Stored entries:
++++++++++

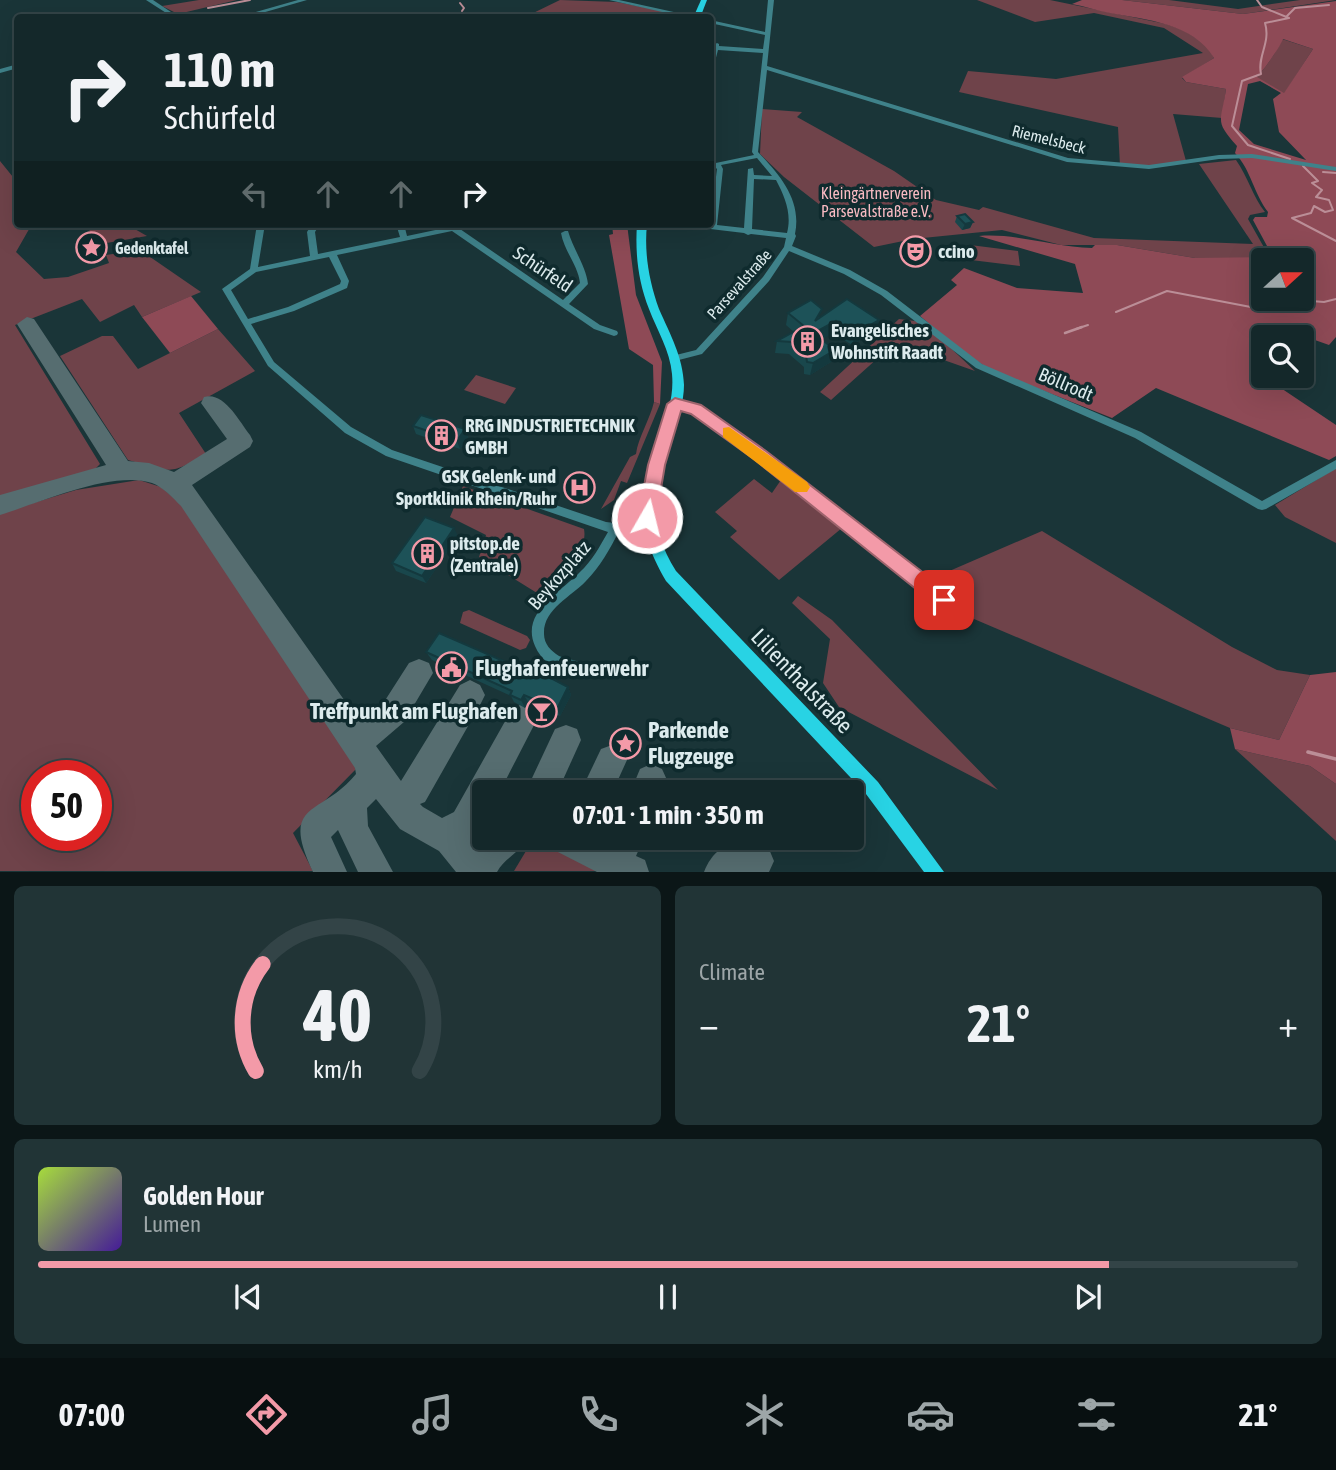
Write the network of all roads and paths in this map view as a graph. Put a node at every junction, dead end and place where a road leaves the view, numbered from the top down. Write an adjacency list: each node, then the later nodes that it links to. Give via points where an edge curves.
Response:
1 (149, 0): 5 (street)
2 (304, 0): 6 (street)
3 (612, 0): 7 (street)
4 (771, 0): 9 (street)
5 (172, 14)
6 (251, 14)
7 (682, 14)
8 (714, 21): 9 (street)
9 (767, 34): 10 (street)
10 (765, 51): 11 (street, via 717,46); 12 (street)
11 (714, 56)
12 (764, 67): 13 (street); 16 (street, Riemelsbeck, via 1067,160 1149,167 1252,156)
13 (757, 156): 14 (street); 17 (street, Parsevalstraße)
14 (714, 164)
15 (714, 165): 18 (street, via 720,169)
16 (1336, 169)
17 (778, 178): 27 (street, via 751,173); 28 (street, Parsevalstraße, via 792,210)
18 (714, 220)
19 (260, 228): 33 (street)
20 (314, 228): 32 (street)
21 (401, 228): 29 (street)
22 (458, 228): 25 (street)
23 (642, 228): 37 (main road, via 642,262 650,296)
24 (713, 228): 27 (street)
25 (454, 229): 29 (street); 34 (street, Schürfeld)
26 (565, 233): 34 (street, via 584,278 581,290)
27 (748, 233): 28 (street)
28 (792, 236): 30 (street, Parsevalstraße)
29 (404, 239): 31 (street)
30 (788, 247): 37 (street, Parsevalstraße, via 766,279 699,352); 39 (street, Böllrodt, via 884,293 979,366 1138,435 1262,506)
31 (332, 254): 32 (street); 35 (street, via 345,281 337,290)
32 (314, 257): 33 (street)
33 (254, 270): 35 (street, via 226,289)
34 (563, 305): 36 (street, Schürfeld)
35 (246, 323): 41 (street, via 271,364 348,430 389,453)
36 (614, 334)
37 (675, 358): 38 (main road)
38 (675, 404): 40 (main road); 42 (street, via 696,410 761,455)
39 (1336, 464)
40 (647, 518): 41 (street); 44 (main road, Lilienthalstraße, via 651,543 670,576 872,788)
41 (615, 528): 43 (street, Beykozplatz, via 604,552 538,624 546,654 559,665)
42 (964, 616)
43 (575, 666)
44 (936, 872)

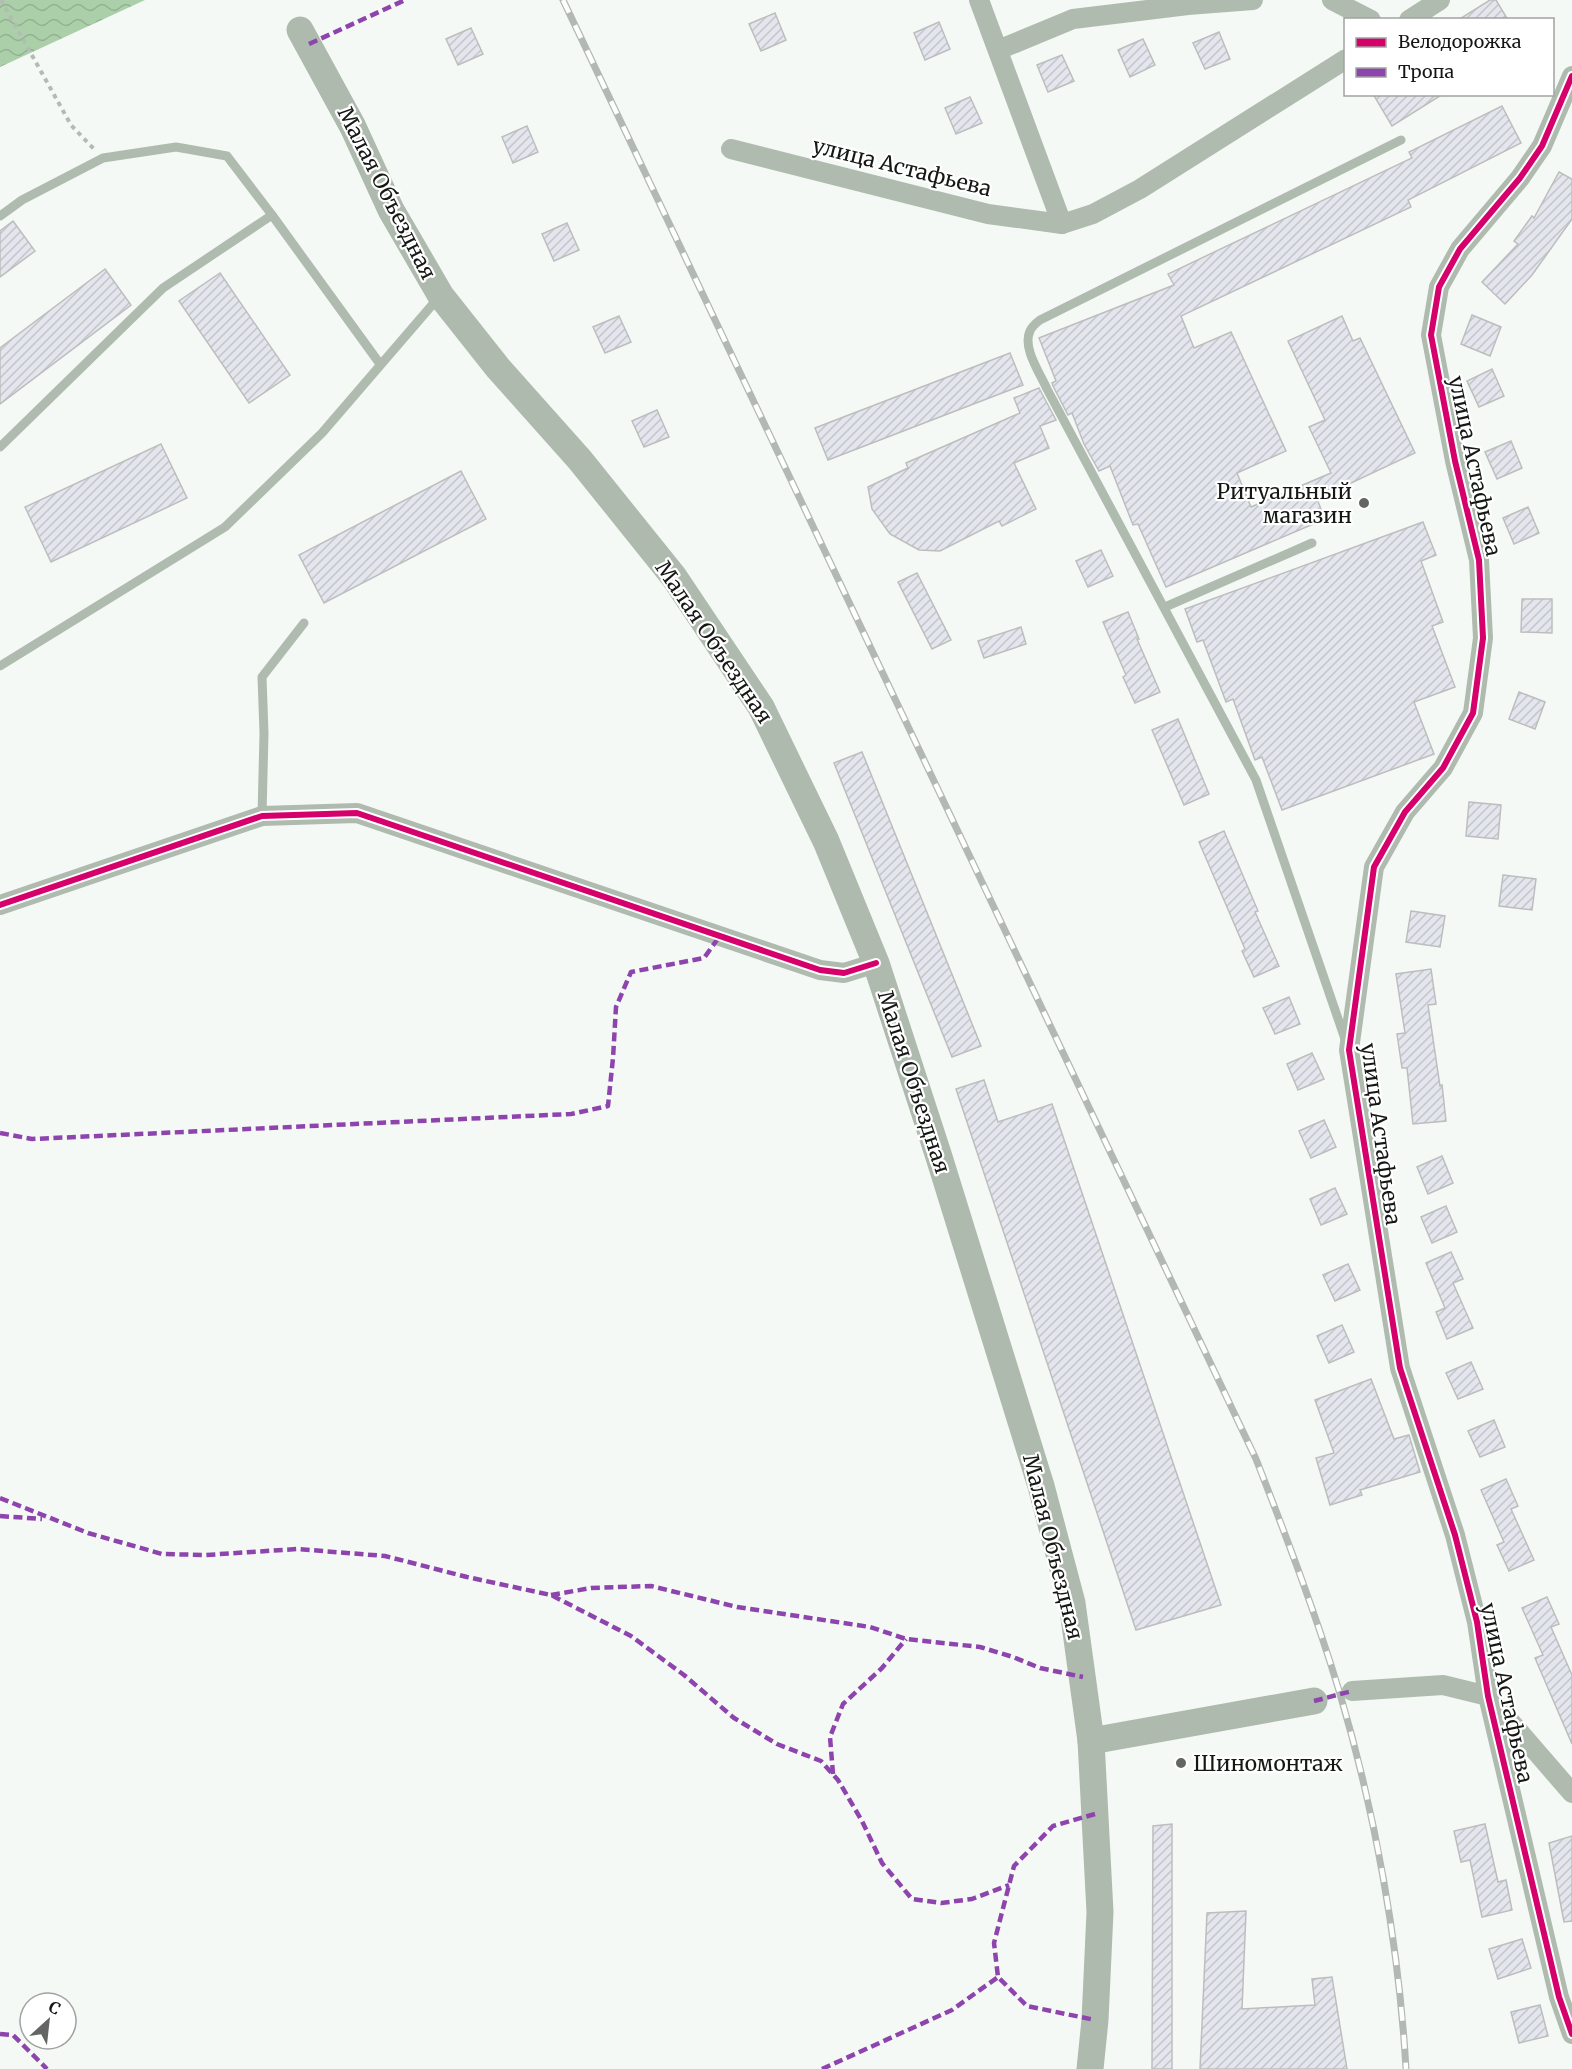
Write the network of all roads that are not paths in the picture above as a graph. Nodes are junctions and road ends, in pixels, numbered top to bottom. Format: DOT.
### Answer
graph roads {
  1 [pos="979,0"];
  2 [pos="1253,0"];
  3 [pos="1332,0"];
  4 [pos="1440,0"];
  5 [pos="1367,18"];
  6 [pos="1412,18"];
  7 [pos="300,30"];
  8 [pos="998,50"];
  9 [pos="1344,60"];
  10 [pos="1572,76"];
  11 [pos="1401,140"];
  12 [pos="731,149"];
  13 [pos="272,215"];
  14 [pos="0,216"];
  15 [pos="1062,224"];
  16 [pos="441,296"];
  17 [pos="380,364"];
  18 [pos="0,447"];
  19 [pos="1312,543"];
  20 [pos="1165,607"];
  21 [pos="304,624"];
  22 [pos="0,666"];
  23 [pos="262,816"];
  24 [pos="0,904"];
  25 [pos="876,963"];
  26 [pos="1349,1050"];
  27 [pos="1352,1691"];
  28 [pos="1488,1696"];
  29 [pos="1314,1701"];
  30 [pos="1091,1741"];
  31 [pos="1572,1793"];
  32 [pos="1572,2034"];
  33 [pos="1090,2069"];
  1 -- 8 [label="street"];
  2 -- 8 [label="street"];
  3 -- 5 [label="street"];
  4 -- 6 [label="street"];
  7 -- 16 [label="main road, Малая Объездная"];
  8 -- 15 [label="street"];
  9 -- 15 [label="street, улица Астафьева"];
  10 -- 26 [label="street, улица Астафьева"];
  11 -- 20 [label="lane"];
  12 -- 15 [label="street, улица Астафьева"];
  13 -- 14 [label="lane"];
  13 -- 17 [label="lane"];
  13 -- 18 [label="lane"];
  16 -- 17 [label="lane"];
  16 -- 25 [label="main road, Малая Объездная"];
  17 -- 22 [label="lane"];
  19 -- 20 [label="lane"];
  20 -- 26 [label="lane"];
  21 -- 23 [label="lane"];
  23 -- 24 [label="street"];
  23 -- 25 [label="street"];
  25 -- 30 [label="main road, Малая Объездная"];
  26 -- 28 [label="street, улица Астафьева"];
  27 -- 28 [label="street"];
  28 -- 31 [label="street"];
  28 -- 32 [label="street, улица Астафьева"];
  29 -- 30 [label="main road"];
  30 -- 33 [label="main road, Малая Объездная"];
}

++++++++++

● The task: Find out how many lines in the entries above hold "network", then reply with that figure and nothing else.

● Exercise solution: 2